Kevin provides a good explanation of the different options. For your scenario I would make the following suggestion:
This isn't always required for installing Ubuntu but because you have a busy setup going on, we wanna fine tune our partitions before starting the setup. Just so we can be sure of what's gonna happen with our data and drives and partitions etc.
Boot your Live USB/CD into "Try Ubuntu" mode:
- Open a program called GParted
- Select your G: Drive in the top right corner, in this case it will be named according to Linux methodology. Something like /dev/sde
- Resize until you have the 15GB free space Unallocated
- Create a 2GB partition as Swap. Learn more here
- Create a partition in the remaining space as ext4
- Remember to Apply the changes!
During the Installation process (called Ubiquity), at the partitioning step:
- Select Something Else and click next.
- Then double-click the prepared ext4 partition on your intended drive for mounting "/". We call this the root structure, the entire file system falls under this. Just like a C: drive in Windows. You can tick the format box if you want even though we just did it.

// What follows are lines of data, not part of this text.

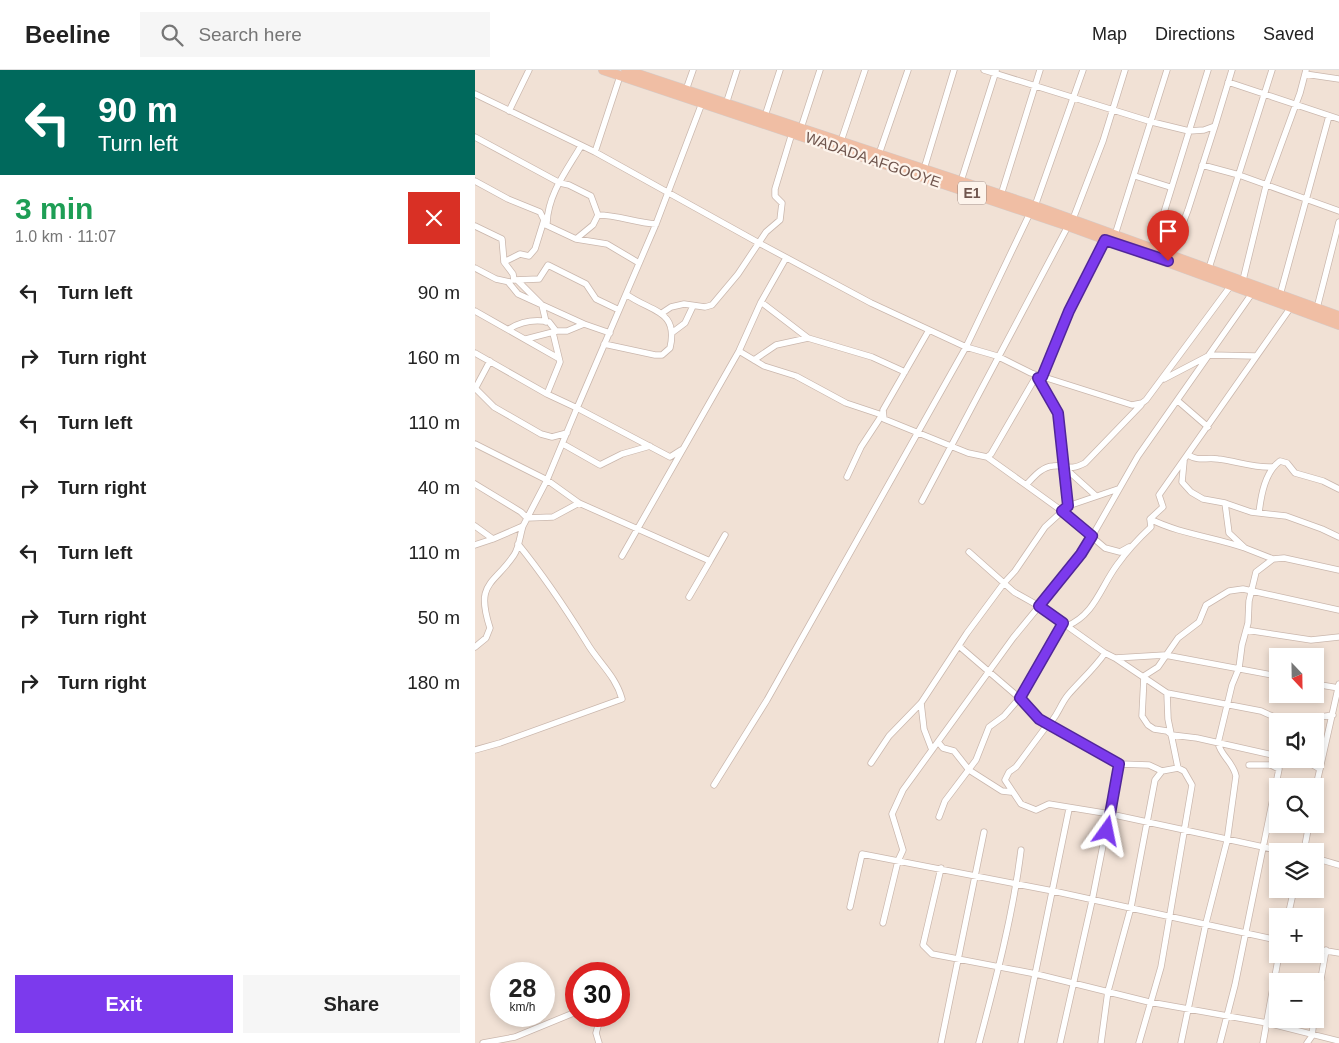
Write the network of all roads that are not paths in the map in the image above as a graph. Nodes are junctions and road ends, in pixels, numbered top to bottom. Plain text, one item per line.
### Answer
1 (529, 70) edge
2 (603, 70) edge
3 (693, 70) edge
4 (737, 70) edge
5 (780, 70) edge
6 (820, 70) edge
7 (865, 70) edge
8 (908, 70) edge
9 (954, 70) edge
10 (984, 70) edge
11 (1040, 70) edge
12 (1083, 70) edge
13 (1125, 70) edge
14 (1167, 70) edge
15 (1208, 70) edge
16 (1232, 70) edge
17 (1271, 70) edge
18 (996, 72) edge
19 (1306, 72) edge
20 (623, 73) edge
21 (1339, 79) edge
22 (1228, 82) junction
23 (1036, 85) junction
24 (685, 90) junction
25 (1263, 93) junction
26 (475, 94) edge
27 (1075, 97) junction
28 (702, 103) junction
29 (726, 104) junction
30 (1295, 106) junction
31 (1112, 109) junction
32 (509, 111) junction
33 (765, 116) junction
34 (1329, 116) junction
35 (1339, 119) edge
36 (1152, 122) junction
37 (1215, 126) junction
38 (801, 128) junction
39 (1189, 131) junction
40 (792, 132) junction
41 (475, 137) edge
42 (841, 141) junction
43 (581, 146) junction
44 (595, 152) junction
45 (879, 154) junction
46 (1203, 165) junction
47 (924, 169) junction
48 (1239, 175) junction
49 (1135, 176) junction
50 (475, 181) edge
51 (961, 181) junction
52 (560, 183) junction
53 (1266, 186) junction
54 (1170, 187) junction
55 (669, 192) junction
56 (1001, 195) junction
57 (1305, 199) junction
58 (1033, 210) junction
59 (1339, 211) edge
60 (597, 215) junction
61 (545, 222) junction
62 (1339, 222) edge
63 (1070, 223) junction
64 (656, 224) junction
65 (476, 229) edge
66 (1115, 235) junction
67 (576, 239) junction
68 (1105, 240) junction
69 (759, 244) junction
70 (1153, 248) junction
71 (1171, 254) junction
72 (786, 258) junction
73 (504, 262) junction
74 (639, 263) junction
75 (475, 268) edge
76 (1209, 268) junction
77 (1243, 280) junction
78 (514, 282) junction
79 (1232, 284) junction
80 (1253, 292) junction
81 (626, 294) junction
82 (1280, 294) junction
83 (761, 302) junction
84 (542, 305) junction
85 (693, 306) junction
86 (1291, 307) junction
87 (1317, 308) junction
88 (619, 310) junction
89 (475, 311) edge
90 (663, 313) junction
91 (1339, 316) edge
92 (547, 322) junction
93 (584, 324) junction
94 (1339, 325) edge
95 (509, 329) junction
96 (929, 330) junction
97 (554, 332) junction
98 (673, 332) junction
99 (610, 333) junction
100 (808, 338) junction
101 (526, 339) junction
102 (605, 344) junction
103 (966, 347) junction
104 (739, 351) junction
105 (475, 353) edge
106 (1210, 355) junction
107 (997, 356) junction
108 (1255, 356) junction
109 (558, 358) junction
110 (754, 360) junction
111 (490, 361) junction
112 (905, 372) junction
113 (1040, 377) junction
114 (1162, 380) junction
115 (475, 389) edge
116 (547, 394) junction
117 (1178, 401) junction
118 (1142, 403) junction
119 (577, 408) junction
120 (882, 415) junction
121 (1208, 427) junction
122 (567, 432) junction
123 (916, 432) junction
124 (475, 444) edge
125 (563, 444) junction
126 (650, 446) junction
127 (953, 446) junction
128 (681, 449) junction
129 (1188, 455) junction
130 (987, 457) junction
131 (1184, 460) junction
132 (1272, 467) junction
133 (1065, 468) junction
134 (847, 477) dead end
135 (547, 480) junction
136 (475, 484) edge
137 (1026, 485) junction
138 (1118, 489) junction
139 (1339, 489) edge
140 (1095, 495) junction
141 (922, 501) dead end
142 (579, 503) junction
143 (1225, 503) junction
144 (1068, 506) junction
145 (1062, 511) junction
146 (1259, 513) junction
147 (527, 518) junction
148 (1150, 519) junction
149 (475, 526) edge
150 (523, 526) junction
151 (638, 529) junction
152 (725, 535) dead end
153 (1092, 536) junction
154 (1339, 537) edge
155 (493, 539) junction
156 (518, 544) junction
157 (1132, 544) junction
158 (475, 545) edge
159 (1245, 548) junction
160 (969, 552) dead end
161 (622, 556) dead end
162 (1273, 559) junction
163 (710, 561) junction
164 (1339, 570) edge
165 (1004, 583) junction
166 (1251, 591) junction
167 (689, 597) dead end
168 (1039, 606) junction
169 (1339, 610) edge
170 (1065, 625) junction
171 (1245, 630) junction
172 (1339, 637) edge
173 (959, 646) junction
174 (475, 647) edge
175 (1105, 653) junction
176 (1165, 655) junction
177 (1115, 658) junction
178 (1239, 668) junction
179 (989, 670) junction
180 (1269, 674) edge
181 (1144, 676) junction
182 (1324, 685) edge
183 (1339, 687) edge
184 (1167, 693) junction
185 (1020, 698) junction
186 (921, 703) junction
187 (1227, 705) junction
188 (1269, 715) edge
189 (1333, 715) junction
190 (1324, 716) edge
191 (1049, 725) junction
192 (1172, 736) junction
193 (938, 742) junction
194 (1218, 743) junction
195 (475, 750) edge
196 (932, 750) junction
197 (1269, 754) edge
198 (871, 762) dead end
199 (1119, 764) junction
200 (1249, 764) dead end
201 (1178, 768) junction
202 (1320, 769) joint
203 (969, 770) junction
204 (1162, 771) junction
205 (1318, 778) edge
206 (714, 785) dead end
207 (1011, 792) junction
208 (1069, 809) junction
209 (1110, 814) junction
210 (939, 817) dead end
211 (1148, 822) junction
212 (1185, 830) junction
213 (984, 832) dead end
214 (1227, 841) junction
215 (1263, 848) junction
216 (1269, 849) edge
217 (1021, 850) dead end
218 (898, 861) junction
219 (1324, 861) edge
220 (1339, 865) edge
221 (941, 868) junction
222 (977, 876) junction
223 (1017, 885) junction
224 (1053, 891) junction
225 (1092, 901) junction
226 (850, 907) dead end
227 (1131, 907) junction
228 (1170, 915) junction
229 (883, 923) dead end
230 (1206, 923) junction
231 (1244, 933) junction
232 (1269, 938) edge
233 (1326, 950) joint
234 (1339, 953) edge
235 (958, 960) junction
236 (1277, 963) edge
237 (999, 967) junction
238 (1322, 973) edge
239 (1036, 974) junction
240 (1074, 983) junction
241 (1108, 991) junction
242 (1149, 1002) junction
243 (1189, 1009) junction
244 (1225, 1016) junction
245 (565, 1017) edge
246 (1267, 1023) junction
247 (597, 1027) edge
248 (1313, 1028) edge
249 (1312, 1036) junction
250 (511, 1040) edge
251 (1339, 1041) edge
252 (483, 1043) edge
253 (599, 1043) edge
254 (941, 1043) edge
255 (979, 1043) edge
256 (1021, 1043) edge
257 (1059, 1043) edge
258 (1101, 1043) edge
259 (1139, 1043) edge
260 (1181, 1043) edge
261 (1220, 1043) edge
262 (1263, 1043) edge
263 (1307, 1043) edge

1 - 32 street
2 - 20 highway, WADADA AFGOOYE / E1
3 - 24 street
4 - 29 street
5 - 33 street
6 - 38 street
7 - 42 street
8 - 45 street
9 - 47 street
10 - 18 street
11 - 23 street
12 - 27 street
13 - 31 street
14 - 36 street
15 - 39 street
16 - 22 street
17 - 25 street
18 - 23 street
18 - 51 street
19 - 21 street
19 - 30 street
20 - 24 highway, WADADA AFGOOYE / E1
20 - 28 highway, WADADA AFGOOYE / E1
20 - 44 street
22 - 25 street
22 - 37 street
23 - 27 street
23 - 56 street
24 - 29 highway, WADADA AFGOOYE / E1
25 - 30 street
25 - 48 street
26 - 32 street
27 - 31 street
27 - 58 street
28 - 40 highway, WADADA AFGOOYE / E1
28 - 55 street
29 - 33 highway, WADADA AFGOOYE / E1
30 - 34 street
30 - 53 street
31 - 36 street
31 - 63 street
32 - 43 street
33 - 38 highway, WADADA AFGOOYE / E1
34 - 35 street
34 - 57 street
36 - 39 street
36 - 49 street
37 - 39 street
37 - 46 street
38 - 42 highway, WADADA AFGOOYE / E1
39 - 54 street
40 - 58 highway, WADADA AFGOOYE / E1
40 - 69 street
41 - 52 street
42 - 45 highway, WADADA AFGOOYE / E1
43 - 44 street
43 - 52 street
44 - 55 street
45 - 47 highway, WADADA AFGOOYE / E1
46 - 48 street
46 - 71 street
47 - 51 highway, WADADA AFGOOYE / E1
48 - 53 street
48 - 76 street
49 - 54 street
49 - 66 street
50 - 61 street
51 - 56 highway, WADADA AFGOOYE / E1
52 - 60 street
52 - 61 street
53 - 57 street
53 - 77 street
54 - 70 street
55 - 64 street
55 - 69 street
56 - 58 highway, WADADA AFGOOYE / E1
57 - 59 street
57 - 82 street
58 - 63 highway, WADADA AFGOOYE / E1
58 - 103 street
60 - 64 street
60 - 67 street
61 - 67 street
61 - 73 street
62 - 87 street
63 - 66 highway, WADADA AFGOOYE / E1
63 - 68 highway, WADADA AFGOOYE / E1
63 - 107 street
64 - 74 street
65 - 73 street
66 - 70 highway, WADADA AFGOOYE / E1
67 - 74 street
68 - 79 highway, WADADA AFGOOYE / E1
68 - 113 street
69 - 72 street
69 - 85 street
70 - 71 highway, WADADA AFGOOYE / E1
71 - 76 highway, WADADA AFGOOYE / E1
72 - 83 street
72 - 96 street
73 - 78 street
74 - 81 street
75 - 78 street
76 - 77 highway, WADADA AFGOOYE / E1
77 - 82 highway, WADADA AFGOOYE / E1
78 - 84 street
78 - 84 street
78 - 88 street
79 - 80 highway, WADADA AFGOOYE / E1
79 - 114 street
80 - 86 highway, WADADA AFGOOYE / E1
80 - 106 street
81 - 88 street
81 - 90 street
82 - 87 highway, WADADA AFGOOYE / E1
83 - 100 street
83 - 104 street
84 - 92 street
84 - 93 street
85 - 90 street
85 - 98 street
86 - 94 highway, WADADA AFGOOYE / E1
86 - 108 street
87 - 91 highway, WADADA AFGOOYE / E1
88 - 99 street
89 - 95 street
90 - 98 street
92 - 95 street
92 - 97 street
93 - 97 street
93 - 99 street
95 - 101 street
96 - 103 street
96 - 112 street
97 - 101 street
97 - 109 street
98 - 102 street
99 - 102 street
100 - 110 street
100 - 112 street
101 - 109 street
102 - 119 street
103 - 107 street
103 - 123 street
104 - 110 street
104 - 128 street
105 - 111 street
106 - 108 street
106 - 114 street
106 - 117 street
107 - 113 street
107 - 127 street
108 - 121 street
109 - 116 street
110 - 120 street
111 - 115 street
111 - 116 street
112 - 120 street
113 - 118 street
113 - 130 street
113 - 133 street
114 - 118 street
115 - 122 street
116 - 119 street
117 - 121 street
117 - 138 street
118 - 133 street
119 - 122 street
119 - 126 street
120 - 123 street
120 - 134 street
121 - 129 street
122 - 125 street
123 - 127 street
123 - 206 street
124 - 135 street
125 - 126 street
125 - 135 street
126 - 128 street
127 - 130 street
127 - 141 street
128 - 151 street
129 - 131 street
129 - 132 street
130 - 137 street
131 - 143 street
131 - 148 street
132 - 139 street
132 - 146 street
133 - 137 street
133 - 140 street
133 - 144 street
135 - 142 street
135 - 147 street
136 - 147 street
137 - 145 street
138 - 140 street
138 - 153 street
140 - 144 street
142 - 147 street
142 - 151 street
143 - 146 street
143 - 159 street
144 - 145 street
145 - 153 street
145 - 165 street
146 - 154 street
147 - 150 street
148 - 157 street
148 - 159 street
149 - 155 street
150 - 155 street
150 - 156 street
151 - 161 street
151 - 163 street
152 - 163 street
153 - 157 street
153 - 168 street
155 - 158 street
156 - 174 street
156 - 195 street
157 - 170 street
159 - 162 street
160 - 165 street
162 - 164 street
162 - 166 street
163 - 167 street
165 - 168 street
165 - 173 street
166 - 169 street
166 - 171 street
166 - 176 street
168 - 170 street
168 - 179 street
170 - 175 street
170 - 185 street
171 - 172 street
171 - 178 street
173 - 179 street
173 - 186 street
175 - 177 street
175 - 191 street
176 - 177 street
176 - 178 street
176 - 181 street
177 - 181 street
178 - 180 street
178 - 187 street
179 - 185 street
179 - 193 street
181 - 184 street
181 - 192 street
182 - 183 street
183 - 189 street
184 - 187 street
184 - 192 street
185 - 191 street
185 - 203 street
186 - 196 street
186 - 198 street
187 - 188 street
187 - 194 street
189 - 190 street
189 - 202 street
191 - 199 street
191 - 207 street
192 - 194 street
192 - 201 street
193 - 196 street
193 - 203 street
194 - 197 street
194 - 214 street
196 - 218 street
199 - 204 street
199 - 209 street
200 - 215 street
201 - 204 street
201 - 212 street
202 - 205 street
203 - 207 street
203 - 210 street
204 - 211 street
207 - 208 street
208 - 209 street
208 - 224 street
209 - 211 street
209 - 225 street
211 - 212 street
211 - 227 street
212 - 214 street
212 - 228 street
213 - 222 street
214 - 215 street
214 - 230 street
215 - 216 street
215 - 231 street
217 - 223 street
218 - 221 street
218 - 226 street
218 - 229 street
219 - 220 street
221 - 222 street
221 - 235 street
222 - 223 street
222 - 235 street
223 - 224 street
223 - 237 street
224 - 225 street
224 - 239 street
225 - 227 street
225 - 240 street
227 - 228 street
227 - 241 street
228 - 230 street
228 - 242 street
230 - 231 street
230 - 243 street
231 - 232 street
231 - 244 street
233 - 234 street
233 - 238 street
235 - 237 street
235 - 254 street
236 - 246 street
237 - 239 street
237 - 255 street
239 - 240 street
239 - 256 street
240 - 241 street
240 - 257 street
241 - 242 street
241 - 258 street
242 - 243 street
242 - 259 street
243 - 244 street
243 - 260 street
244 - 246 street
244 - 261 street
245 - 250 street
246 - 249 street
246 - 262 street
247 - 253 street
248 - 249 street
249 - 251 street
249 - 263 street
250 - 252 street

- The swap partition should automatically be detected, you can double click to check if it's "used as swap area".
- The bootloader can also go on the 'G: drive' so we don't have to bugger up the windows bootloaders. Underneath the partitions, in the dropdown, select /dev/sde or whatever this one may be.
- Continue installation.
- IMPORTANT: When restarting, open your BIOS and select your G: drive as the primary boot drive so that it loads the linux bootloader (Called GRUB) before the Windows ones. Grub allows you to select which operating system you want to boot (Dual/Triple boot) and will use Ubuntu as default, you can always change this using grub-customizer
Now we should have installed Ubuntu alongside the rest without messing with the other drives or their operating systems.
Let us know if this worked for you! Good Luck!